What really strikes me is that on the BNSC front page, half the stories are usually about astronomy, and the glitzy “UK in Space” video is dominated by pictures of the Universe. Astronomical activity in space obviously has an enormous PR value. How do we capitalise on that ?
The Growth Strategy.
The space agency idea could be seen in the context of the existing UK Civil Space Strategy 2008-2012, but the real action started since Drayson took over. The “Space Innovation and Growth Strategy” has its own website. Its key report is really worth a read. Its not just the usual cotton wool. Its full of hard stuff, deliverables and dates.
- The current civil space budget is £268M
- Right now that is way behind France, Italy and Germany – see the graph in this BBC article.
- The IGS report proposes to double this to £550M in 10 years
- The claim is that although we are talking about a Government spend of £270M, the value to the economy is £6.5bn; and after doubling government spend to £550M we get a value of £40bn. I guess I need to read the report to understand this….
- The idea is to fund capital investments using PFI : commerce puts up the money but the government underwrites, by promising to be the main customer. In other words we pay later. PFI is the Gordon Brown Big Idea.
- Out of that £268M, STFC is £118M – see this BNSC web page.
Research Councils come, Research Councils go, but The Lab goes on forever.
So… we need an Executive Agency. An organisation that does stuff. But who does stuff now ? Well… apart from the industrial companies …. RAL. Two other things may slot in here. The first is the new ESA centre at Harwell. An agreement with ESA was made in November 2008, and the centre physically launched in July 2009. It is initially in temporary accomodation in the ATLAS centre. The second thing is the International Space Innovation Centre (ISIC). This was originally one of STFC’s Gateway Centres, along with the Detector Systems Centre, the Hartree Centre, and the Imaging Solutions Centre. The new version of that web page has removed ISIC, but it is still listed as one of the Gateway Centres here. The BNSC web site has an information document about ISIC which is linked to this page. This explains that ISIC will be a purpose built building or buildings at Harwell, and that the ESA centre will be located inside it once it is ready.
So we see the final piece of the puzzle in recommendation 14.1 of the IGS report : the UKESA to relocate to Harwell July 2011. Those guys at The Lab plan ahead, boys and girls.

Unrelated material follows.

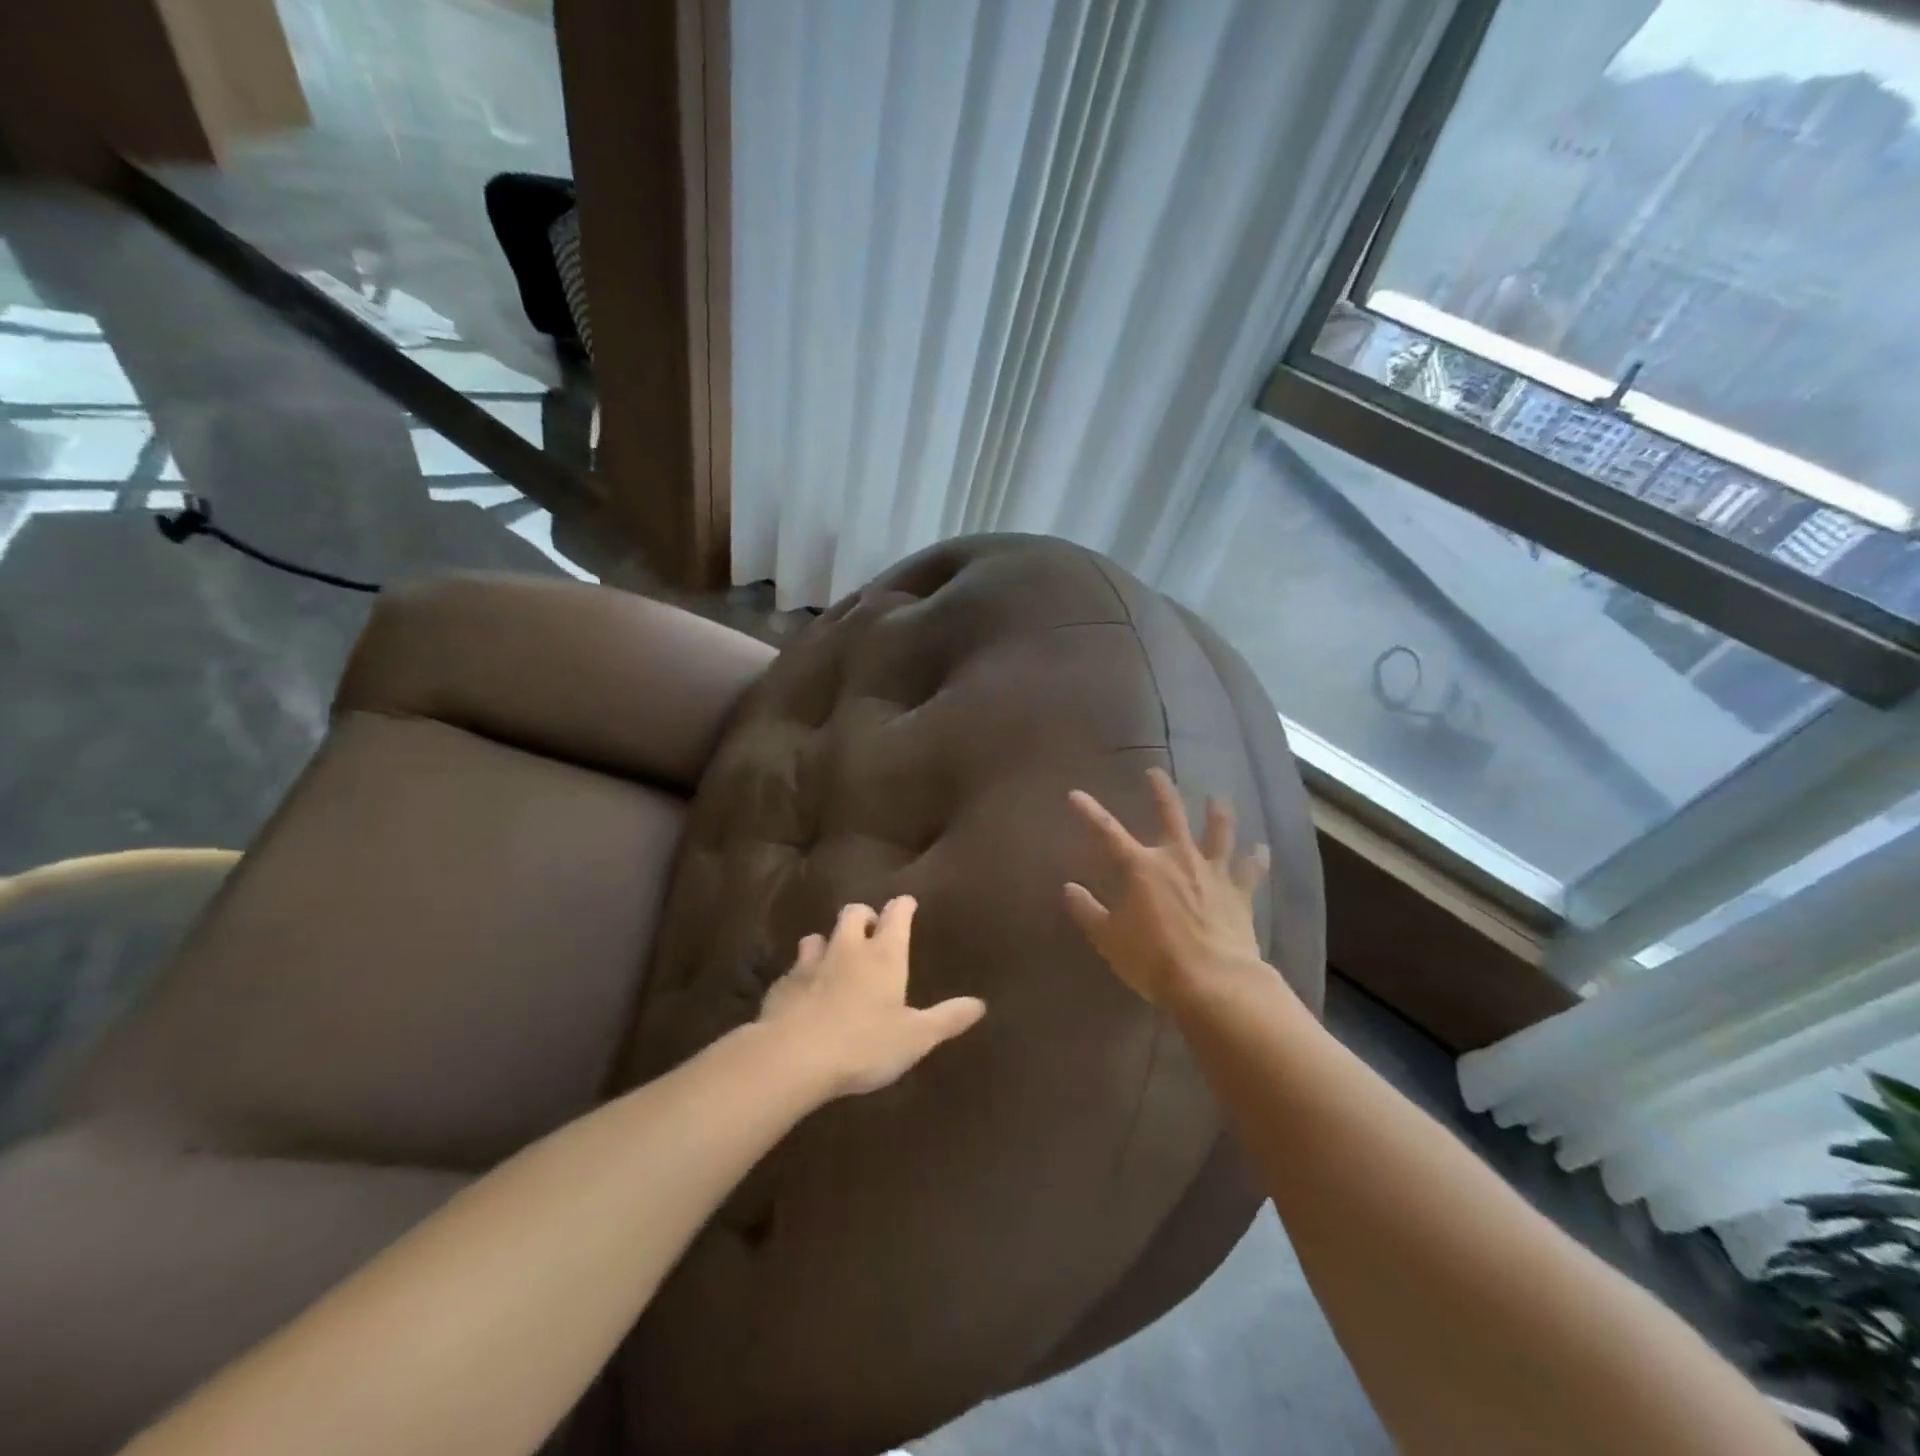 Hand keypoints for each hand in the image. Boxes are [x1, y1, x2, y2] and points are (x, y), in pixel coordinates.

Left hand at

Very clearly the new UKESA is about commercial space activity, not about science done from space. The IGS report doesn’t even mention astronomy, or even moon exploration. However, a considerable proportion of the current government spend is about space science of one kind or another, and as I have noted above, it is used very heavily for PR. What are the plans ? One key issue of interest to us all is what happens to the space science budget as well as the ESA subscription – not the grants for postdocs to exploit ESA facilities, which will presumably stay with STFC and/or its successor, but the budget for University groups who want to design and build instruments for those missions. Personally I think multiple sources of funding for astronomy, as opposed to a single government route, could be a healthy thing. But … we need to watch the peas under the cup. Meanwhile, there is another key issue which I haven’t yet heard others fret about … will design and build effort be more concentrated than at present ? Is this good news or bad news for Leicester, MSSL, Birmingham, and the ATC ? Is it gravy for all, or time to rationalise somewhere near the dreaming towers of Didcot ? Sorry, that should have been “steaming towers”.
The IGS report speaks of “hub and spokes” but the next few months or so could be crucial in understanding what that means.